The voting period for Ballot SC3 has ended, and the ballot has PASSED. Here are the results.

Voting by CAs – 17 votes total including abstentions 17 Yes votes: Amazon, Buypass, CFCA, Chunghwa Telecom, D-TRUST, DigiCert, Disig, Entrust Datacard, GDCA, GlobalSign, GoDaddy, HARICA, Kamu Sertifikasyon Merkezi, QuoVadis, SHECA, TWCA, TrustCor 0 No votes 0 Abstain 100% of voting CAs voted in favor

Voting by browsers – 5 votes total including abstentions 5 Yes votes: Apple, CSS, Microsoft, Mozilla, Opera 0 No votes 0 Abstain 100% of voting browsers voted in favor

Under Bylaw 2.2(g), a ballot result will be considered valid only when more than half of the number of currently active Members has participated. Votes to abstain are counted in determining a quorum. Half of currently active Members as of the start of voting is 10, so quorum was 11 votes – quorum was met.

Bylaw 2.2(f) requires a yes vote by two-thirds of CA votes and 50%-plus-one browser votes for approval. Votes to abstain are not counted for this purpose. This requirement was met for both CAs and browsers.

At least one CA Member and one browser Member must vote in favor of a ballot for the ballot to be adopted. This requirement was met.

The ballot passes.

Ballot SC3: Two-Factor Authentication and Password Improvements

Purpose of Ballot: The Network Security Working Group met a number of times to improve the Network Security Guidelines requirements around authentication, specifically by requiring two-factor authentication, and improving the password requirements in line with more recent NIST guidelines.

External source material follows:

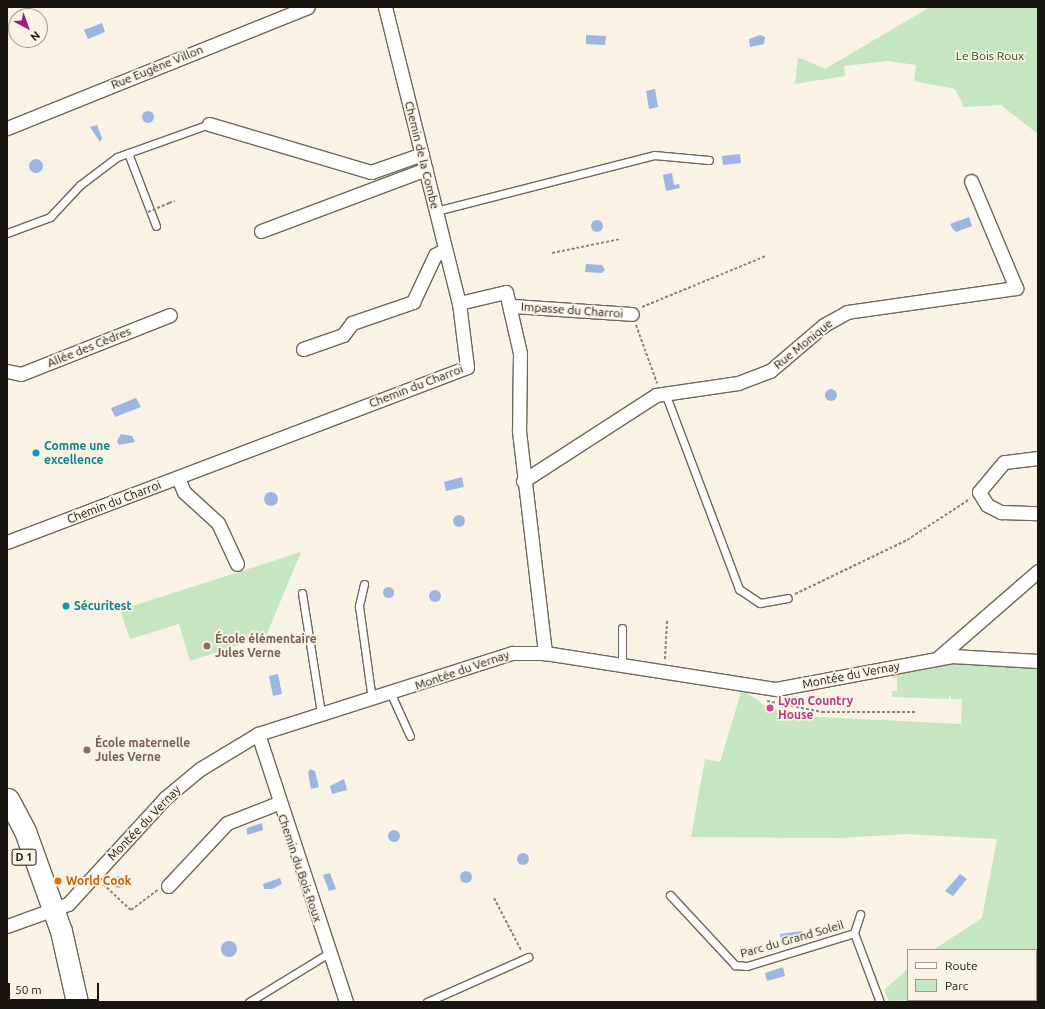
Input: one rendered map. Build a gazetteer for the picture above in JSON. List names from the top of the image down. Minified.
{"streets":{"main road":["D 1"],"street":["Rue Eugène Villon","Chemin de la Combe","Impasse du Charroi","Rue Monique","Allée des Cèdres","Chemin du Charroi","Montée du Vernay","Chemin du Bois Roux"],"lane":["Parc du Grand Soleil"]},"crossings":[["Chemin de la Combe","Chemin du Charroi"],["Montée du Vernay","D 1"],["Montée du Vernay","Chemin du Bois Roux"]],"parks":["Le Bois Roux"],"places":["Comme une excellence","Sécuritest","École élémentaire Jules Verne","Lyon Country House","École maternelle Jules Verne","World Cook"],"legend":["Route","Parc"],"scale_bar":"50 m","north":"bottom right"}
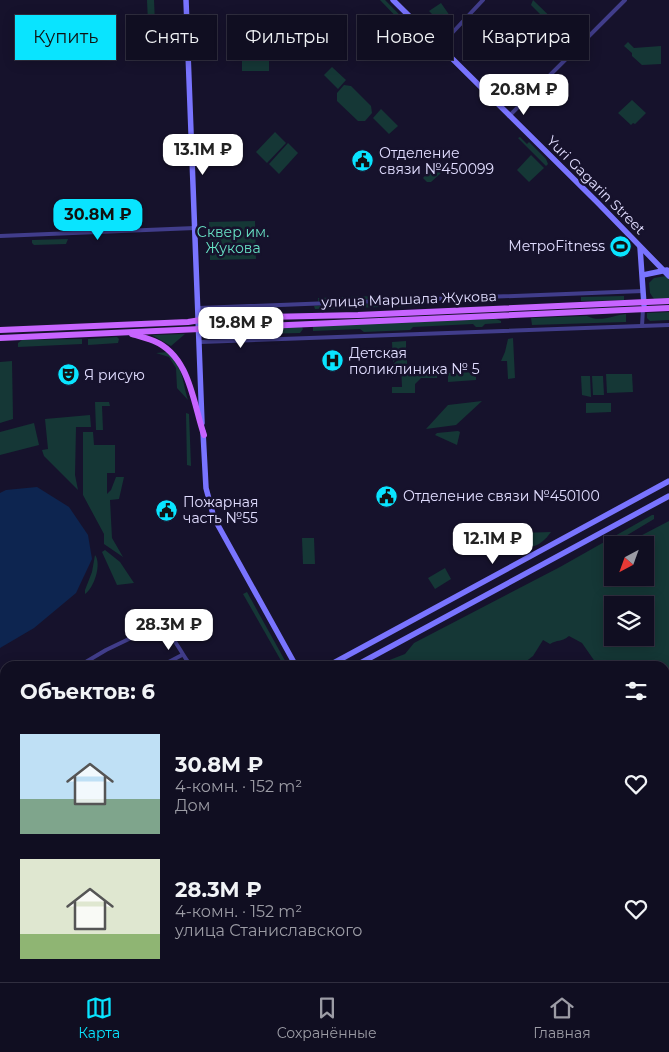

While CAs are encouraged to improve their password requirements as soon as possible, a two year grace period is being given to allow organizations to develop and implement policies to implement the improved requirements, especially since some organizations may have to simultaneously comply with other compliance frameworks that have not been updated yet and are based on older NIST guidance about passwords.

The following motion has been proposed by Tim Hollebeek of DigiCert and endorsed by Dimitris Zacharopoulos of Harica and Neil Dunbar of TrustCor.


This ballot modifies the “Network and Certificate System Security Requirements” as follows, based upon Version 1.1:

In the definitions, add a definition for Multi-Factor Authentication:

“Multi-Factor Authentication: An authentication mechanism consisting of two or more of the following independent categories of credentials (i.e. factors) to verify the user’s identity for a login or other transaction: something you know (knowledge factor), something you have (possession factor), and something you are (inherence factor). Each factor must be independent. Certificate-based authentication can be used as part of Multifactor Authentication only if the private key is stored in a Secure Key Storage Device.”

Capitalize all instances of the defined term “Multi-Factor Authentication”.

Add a definition for Secure Key Storage Device:

“Secure Key Storage Device: A device certified as meeting at least FIPS 140-2 level 2 overall, level 3 physical, or Common Criteria (EAL 4+).”

In section 1.j., capitalize Multi-Factor Authentication, and strike the parenthetical reference to subsection 2.n.(ii).

In section 2.f., add “(for accountability purposes, group accounts or shared role credentials SHALL NOT be used)” after “authenticate to Certificate Systems”.

Change section 2.g. to read:

“g. If an authentication control used by a Trusted Role is a username and password, then, where technically feasible, implement the following controls: i. For accounts that are accessible only within Secure Zones or High Security Zones, require that passwords have at least twelve (12) characters; ii. For authentications which cross a zone boundary into a Secure Zone or High Security Zone, require Multi-Factor Authentication. For accounts accessible from outside a Secure Zone or High Security Zone require passwords that have at least eight (8) characters and are not be one of the user’s previous four (4) passwords; and implement account lockout for failed access attempts in accordance with subsection k; iii. When developing password policies, CAs SHOULD take into account the password guidance in NIST 800-63B Appendix A. iv. Frequent password changes have been shown to cause users to select less secure passwords. If the CA has any policy that specifies routine periodic password changes, that period SHOULD NOT be less than two years. Effective April 1, 2020, if the CA has any policy that requires routine periodic password changes, that period SHALL NOT be less than two years.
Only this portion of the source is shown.